##### GIVEN DATA
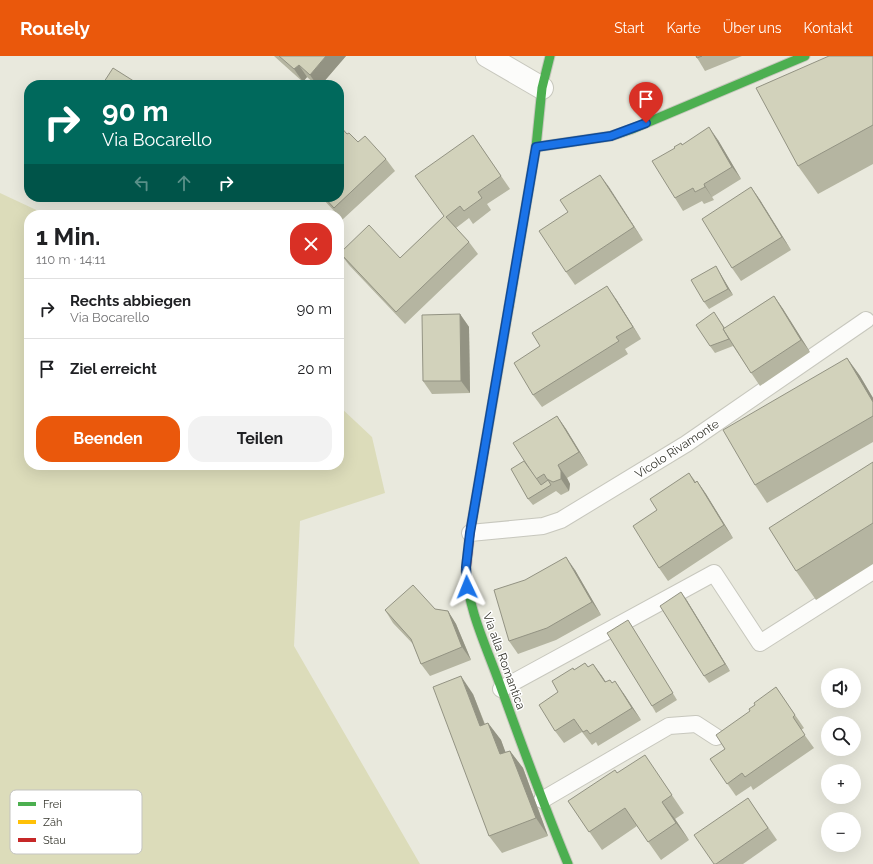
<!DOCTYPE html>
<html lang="de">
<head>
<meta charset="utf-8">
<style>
	body { margin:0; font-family:Raleway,sans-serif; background:#f2f2f2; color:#202124; height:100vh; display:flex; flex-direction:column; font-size:15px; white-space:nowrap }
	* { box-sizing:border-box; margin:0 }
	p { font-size:13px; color:#757577 }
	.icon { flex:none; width:22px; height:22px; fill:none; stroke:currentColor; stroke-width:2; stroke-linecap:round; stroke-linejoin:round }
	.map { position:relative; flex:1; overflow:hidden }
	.side { position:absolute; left:24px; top:154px; width:320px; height:260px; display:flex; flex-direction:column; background:#fff; border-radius:16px; box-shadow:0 4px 16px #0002 }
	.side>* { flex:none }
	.top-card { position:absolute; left:24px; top:24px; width:320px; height:122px; border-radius:16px; box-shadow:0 4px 16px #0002; background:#00695c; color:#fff; overflow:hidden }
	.fabs { position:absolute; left:821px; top:612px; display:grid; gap:8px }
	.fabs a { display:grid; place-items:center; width:40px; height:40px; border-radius:50%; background:#fff; box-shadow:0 4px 16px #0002; font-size:20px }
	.pin { position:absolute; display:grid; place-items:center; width:34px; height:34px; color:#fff; margin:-41px -17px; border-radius:50% 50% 50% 0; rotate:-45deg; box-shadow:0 0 4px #0007 }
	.pin .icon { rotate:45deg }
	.me { position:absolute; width:44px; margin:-22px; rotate:358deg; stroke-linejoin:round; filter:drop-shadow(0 0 3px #0008) }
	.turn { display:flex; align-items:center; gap:14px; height:84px; padding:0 12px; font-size:18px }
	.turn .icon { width:52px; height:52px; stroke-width:2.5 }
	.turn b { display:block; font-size:28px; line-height:34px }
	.lanes { display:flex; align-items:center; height:38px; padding:0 12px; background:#0003; justify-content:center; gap:20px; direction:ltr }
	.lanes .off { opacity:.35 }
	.round { display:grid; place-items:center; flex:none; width:42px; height:42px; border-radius:16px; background:#f2f2f2 }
	.overview { display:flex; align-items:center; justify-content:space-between; height:68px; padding:0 12px }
	h1 { font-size:24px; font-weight:700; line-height:30px }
	.action { display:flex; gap:8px; margin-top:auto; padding:8px 12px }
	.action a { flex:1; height:46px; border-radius:16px; background:#ea580c; color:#fff; font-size:16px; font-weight:700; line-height:46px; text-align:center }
	.action a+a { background:#f2f2f2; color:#202124 }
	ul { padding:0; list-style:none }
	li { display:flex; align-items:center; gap:12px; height:60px; padding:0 12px; border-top:1px solid #e0e0e0 }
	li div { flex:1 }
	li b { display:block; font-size:15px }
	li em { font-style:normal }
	header { display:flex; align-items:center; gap:24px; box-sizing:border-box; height:56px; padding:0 20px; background:#ea580c; color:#fff }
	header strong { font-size:19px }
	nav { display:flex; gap:22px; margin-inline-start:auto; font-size:14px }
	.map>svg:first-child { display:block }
	.green { fill:#dcdcba }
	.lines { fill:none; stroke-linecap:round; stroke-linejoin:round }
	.lane-casing { stroke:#c7c7bd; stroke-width:18 }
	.street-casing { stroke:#c7c7bd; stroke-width:24 }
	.fast-casing { stroke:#c7c7bd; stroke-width:11 }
	.slow-casing { stroke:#c7c7bd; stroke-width:11 }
	.jam-casing { stroke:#c7c7bd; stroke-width:11 }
	.lane { stroke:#fcfcfa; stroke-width:16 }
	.street { stroke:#fcfcfa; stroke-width:22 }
	.fast { stroke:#4caf50; stroke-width:9 }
	.slow { stroke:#ffc107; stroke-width:9 }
	.jam { stroke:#c62828; stroke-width:9 }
	.wall { fill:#b5b5a1 }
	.shaded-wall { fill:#939383 }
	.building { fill:#d2d2bb; stroke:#939383 }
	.route-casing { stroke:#114b97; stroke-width:10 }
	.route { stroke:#1a73e8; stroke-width:7 }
	.labels { text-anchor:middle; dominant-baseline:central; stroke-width:3; stroke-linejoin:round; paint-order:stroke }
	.street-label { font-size:12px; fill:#37372e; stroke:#fff }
	.key { fill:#fff; stroke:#c3c3c0; stroke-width:1 }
	.key-label { font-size:11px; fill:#37372e }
</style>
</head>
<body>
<header>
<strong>Routely</strong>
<nav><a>Start</a><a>Karte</a><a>Über uns</a><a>Kontakt</a></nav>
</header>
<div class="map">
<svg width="873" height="808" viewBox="0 0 873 808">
	<rect width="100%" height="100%" fill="#e9e9dd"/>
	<path class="green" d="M0,137l47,22h-18v250h310v-59l33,31 13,56 -85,28 -6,125 126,218h-420z"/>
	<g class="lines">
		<defs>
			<g id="lane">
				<path d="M470,477l73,-7 18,-6 125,-76 180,-124"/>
				<path d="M501,633l213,-116 46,70 113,-72"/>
				<path d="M542,744l127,-74 27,-2 20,13"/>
			</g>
			<path id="street" d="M487,0l55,32"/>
			<g id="fast">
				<path d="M536,91l75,-11 21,-7 173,-73"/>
				<path d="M509,250l27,-159 6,-59 8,-32"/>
				<path d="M466,515c2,38 20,75 33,111 22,61 44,122 69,182"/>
			</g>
			<path id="slow" d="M486,384l23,-134"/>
			<path id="jam" d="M466,515l4,-38 16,-93"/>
		</defs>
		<use href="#lane" class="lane-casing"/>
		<use href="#street" class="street-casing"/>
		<use href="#fast" class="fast-casing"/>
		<use href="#slow" class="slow-casing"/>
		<use href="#jam" class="jam-casing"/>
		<use href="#lane" class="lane"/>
		<use href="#street" class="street"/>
		<use href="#fast" class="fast"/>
		<use href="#slow" class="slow"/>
		<use href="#jam" class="jam"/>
	</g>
	<g class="wall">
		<path d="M274,0h72l-25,29h-5l-9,-8 -4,5z"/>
		<path d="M696,0h46l-37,15z"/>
		<path d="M873,0v108l-55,30 -20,-28z"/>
		<path d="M347,78l11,8 28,17 9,12 -53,49 -3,-4v-1h-1l-17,-18h18z"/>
		<path d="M473,79l37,54 -23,15 4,6 -18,14 -4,-6 -13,10 13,14 9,12 -73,70 -56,-59 -9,-12 60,5 44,-42z"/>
		<path d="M718,84l23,39 -29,18 2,3 -10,4 -2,-3 -19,10 -8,-13 8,-53z"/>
		<path d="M600,119l43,65 -68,45 -9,-13 2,-60z"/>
		<path d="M751,131l9,13 31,50 -50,31 -9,-13z"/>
		<path d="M720,217l13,22 -24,14 -5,-7z"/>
		<path d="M774,240l9,13 27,43 -50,34 -27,-40 -18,7 -5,-7 8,-28 7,10z"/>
		<path d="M616,243l25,40 -16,10 3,5 -86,53 -9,-12z"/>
		<path d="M460,258l9,13 1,66 -38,1 -9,-13z"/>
		<path d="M847,302l13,18 13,22v44l-106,61 -12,-18z"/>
		<path d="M557,360l9,13 22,36 -21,13 3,6 -1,7 -8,4 -5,-4 -23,14 -5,-6z"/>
		<path d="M873,406v102l-57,36 -20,-29z"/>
		<path d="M689,417l7,9 1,-1 9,13 27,44 -65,43 -9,-13 -2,-58z"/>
		<path d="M575,514l26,45 -45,25 -38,14 -9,-13z"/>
		<path d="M686,543l44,72 -21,12 -5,-7z"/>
		<path d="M435,553l13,2 8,13 15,36 -41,16 -9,-12 -8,-20 -20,-21 -8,-13z"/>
		<path d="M628,564l49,80 -21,13 -4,-7z"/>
		<path d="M585,607l3,4 5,-3 13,18 6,1 12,11 17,26 -43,26 -2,-4 -4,3 -10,-13 -18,11 -9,-12 3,-39 16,-22z"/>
		<path d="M776,631l28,41 -3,2 13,18 -61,42 -2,-4 -15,10 -26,-37 15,-10 30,-44z"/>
		<path d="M473,638l12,30 3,-1 13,17 4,12 5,-1 13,17 25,68 -46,17 -13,-17z"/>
		<path d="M617,717h40l27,40 -9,6 14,21 -28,20 -24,-34 -35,24 -34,-49z"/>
		<path d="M748,742l29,42 -34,24h-29z"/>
	</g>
	<g class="shaded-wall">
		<path d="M326,0h20l-25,29h-4l-7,-10z"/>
		<path d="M299,9l8,12 -4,5 -9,-13z"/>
		<path d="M709,71l9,13 23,39 -9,-12z"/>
		<path d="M600,119l9,12 34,53 -9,-13z"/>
		<path d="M704,128l8,13 2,3 -9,-13z"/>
		<path d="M751,131l9,13 31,50 -9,-13z"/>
		<path d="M716,210l4,7 13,22 -5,-6z"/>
		<path d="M607,230l9,13 25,40 -8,-12z"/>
		<path d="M774,240l9,13 27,43 -9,-12z"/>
		<path d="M460,258l9,13 1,66 -9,-12z"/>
		<path d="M847,302l13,18 13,22v4z"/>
		<path d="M557,360l9,13 22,36 -9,-13z"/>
		<path d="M558,409l9,13 3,6 -1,7 -8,-12z"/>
		<path d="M697,425l9,13 27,44 -9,-13z"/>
		<path d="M566,501l9,13 26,45 -9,-13z"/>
		<path d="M681,536l5,7 44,72 -5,-7z"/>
		<path d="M448,555l8,13 15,36 -9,-13z"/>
		<path d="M593,608l9,12 12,19 -9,-13z"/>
		<path d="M461,620l12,18 19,50 -12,-18z"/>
		<path d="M615,625l9,13 17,26 -9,-12z"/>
		<path d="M488,667l13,17 12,32 -13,-18z"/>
		<path d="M510,695l13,17 25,68 -12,-18z"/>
		<path d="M662,746l13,17 14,21 -13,-17z"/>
	</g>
	<g class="building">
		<path d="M279,0h47l-16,19 -11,-10 -5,4z"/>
		<path d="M696,0h6l-5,2z"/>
		<path d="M829,0h44v69l-75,41 -42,-78z"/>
		<path d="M113,12l27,17h-38z"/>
		<path d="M339,69l8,9 2,-1 9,9 7,-6 21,23 -52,49 -10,-11h15z"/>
		<path d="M709,71l23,40 -28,17 1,3 -10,5 -2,-4 -18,10 -23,-37 23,-13 -1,-1 7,-4 1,2z"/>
		<path d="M473,79l28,41 -23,16 4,6 -18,13 -4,-5 -14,11 23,25 -73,70 -56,-59 29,-28 31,33 44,-42 -29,-40z"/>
		<path d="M600,119l34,52 -68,45 -27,-41 29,-19 -8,-12z"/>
		<path d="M751,131l31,50 -50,31 -30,-49z"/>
		<path d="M716,210l12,23 -24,13 -13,-22z"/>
		<path d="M607,230l26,41 -17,10 3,4 -86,54 -19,-32 26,-17 -8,-13z"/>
		<path d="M774,240l27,44 -50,33 -28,-44z"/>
		<path d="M714,256l10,16 -1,1 6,10 -19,7 -14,-21z"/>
		<path d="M460,258l1,67h-38l-1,-66z"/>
		<path d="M847,302l26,44v14l-118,69 -32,-55z"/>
		<path d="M557,360l22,36 -21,13 3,6v8l-8,3 -6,-3 -3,-5 -8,5 -23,-36z"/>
		<path d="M524,405l17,24 7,-5 3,5 -23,14 -17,-30z"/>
		<path d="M873,406v61l-77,48 -27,-43z"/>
		<path d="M689,417l6,10 2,-2 27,44 -65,43 -26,-42 24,-16 -7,-11z"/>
		<path d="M566,501l26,45 -45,26 -38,13 -15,-51 31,-10z"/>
		<path d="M413,529l22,24 13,2 14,36 -41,17 -10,-25 -26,-29z"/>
		<path d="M681,536l44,72 -21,12 -44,-70z"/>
		<path d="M628,564l45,73 -21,13 -45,-73z"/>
		<path d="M585,607l3,4 5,-3 12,18 5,-2 2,3 3,-2 17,27 -42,26 -3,-4 -4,2 -9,-13 -19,12 -16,-26 19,-13 -6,-11 21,-13 1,2z"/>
		<path d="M461,620l19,50 8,-3 12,31 10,-3 26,67 -47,18 -56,-149z"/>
		<path d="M776,631l19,28 -2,2 12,18 -60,42 -3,-4 -15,11 -17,-25 15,-10 -9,-14 34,-24 -1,-2 6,-4 -1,-2z"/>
		<path d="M645,699l27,40 -10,7 14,21 -28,19 -23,-34 -36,24 -21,-31 47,-31 2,3z"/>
		<path d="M748,742l20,30 -52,36h-2l-20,-29z"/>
	</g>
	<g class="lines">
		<defs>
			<path id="route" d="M467,531l-1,-20 4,-34 66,-386 75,-11 35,-13"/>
		</defs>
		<use href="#route" class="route-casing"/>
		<use href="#route" class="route"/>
	</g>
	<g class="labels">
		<g class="street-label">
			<text transform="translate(677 393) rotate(-33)">Vicolo Rivamonte</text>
			<text transform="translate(504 605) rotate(70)">Via alla Romantica</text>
		</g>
	</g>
	<rect x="10" y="734" width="132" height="64" rx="6" class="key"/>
	<rect x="18" y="746" width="18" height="4" fill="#4caf50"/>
	<rect x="18" y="764" width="18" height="4" fill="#ffc107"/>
	<rect x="18" y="782" width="18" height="4" fill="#c62828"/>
	<g class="key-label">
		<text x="43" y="752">Frei</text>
		<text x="43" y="770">Zäh</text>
		<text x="43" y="788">Stau</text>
	</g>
</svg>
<div class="fabs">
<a><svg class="icon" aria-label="sound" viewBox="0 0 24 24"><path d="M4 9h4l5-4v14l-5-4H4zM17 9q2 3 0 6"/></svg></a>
<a><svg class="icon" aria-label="search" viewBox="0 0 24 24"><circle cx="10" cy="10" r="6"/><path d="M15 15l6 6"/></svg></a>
<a>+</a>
<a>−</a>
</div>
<div class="pin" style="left:646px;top:67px;background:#d93025"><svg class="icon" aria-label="arrive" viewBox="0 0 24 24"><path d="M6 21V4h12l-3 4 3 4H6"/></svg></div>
<svg class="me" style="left:467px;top:531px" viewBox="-20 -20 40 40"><path d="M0-17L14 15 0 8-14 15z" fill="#1a73e8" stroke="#fff" stroke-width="4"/></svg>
<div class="top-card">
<div class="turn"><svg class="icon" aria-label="right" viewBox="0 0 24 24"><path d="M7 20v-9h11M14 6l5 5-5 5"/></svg><div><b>90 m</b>Via Bocarello</div></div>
<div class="lanes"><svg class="icon off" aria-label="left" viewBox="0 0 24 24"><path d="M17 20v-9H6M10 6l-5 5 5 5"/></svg><svg class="icon off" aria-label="ahead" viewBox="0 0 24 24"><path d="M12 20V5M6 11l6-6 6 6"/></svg><svg class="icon" aria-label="right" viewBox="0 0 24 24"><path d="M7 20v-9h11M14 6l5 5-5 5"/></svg></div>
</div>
<section class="side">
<div class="overview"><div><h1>1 Min.</h1><p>110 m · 14:11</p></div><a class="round" style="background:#d93025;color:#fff"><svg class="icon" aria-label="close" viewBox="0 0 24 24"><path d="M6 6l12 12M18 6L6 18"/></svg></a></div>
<ul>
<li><svg class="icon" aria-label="right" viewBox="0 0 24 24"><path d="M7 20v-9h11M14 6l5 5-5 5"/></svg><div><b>Rechts abbiegen</b><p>Via Bocarello</p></div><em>90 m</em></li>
<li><svg class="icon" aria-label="arrive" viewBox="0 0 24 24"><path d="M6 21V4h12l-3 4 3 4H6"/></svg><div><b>Ziel erreicht</b></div><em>20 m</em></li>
</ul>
<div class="action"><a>Beenden</a><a>Teilen</a></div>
</section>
</div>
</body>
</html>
##########
TASK PROMPT
Copy out each line of the entries where the word "fabs" is found.

SOLUTION TO THIS EXERCISE
	.fabs { position:absolute; left:821px; top:612px; display:grid; gap:8px }
	.fabs a { display:grid; place-items:center; width:40px; height:40px; border-radius:50%; background:#fff; box-shadow:0 4px 16px #0002; font-size:20px }
<div class="fabs">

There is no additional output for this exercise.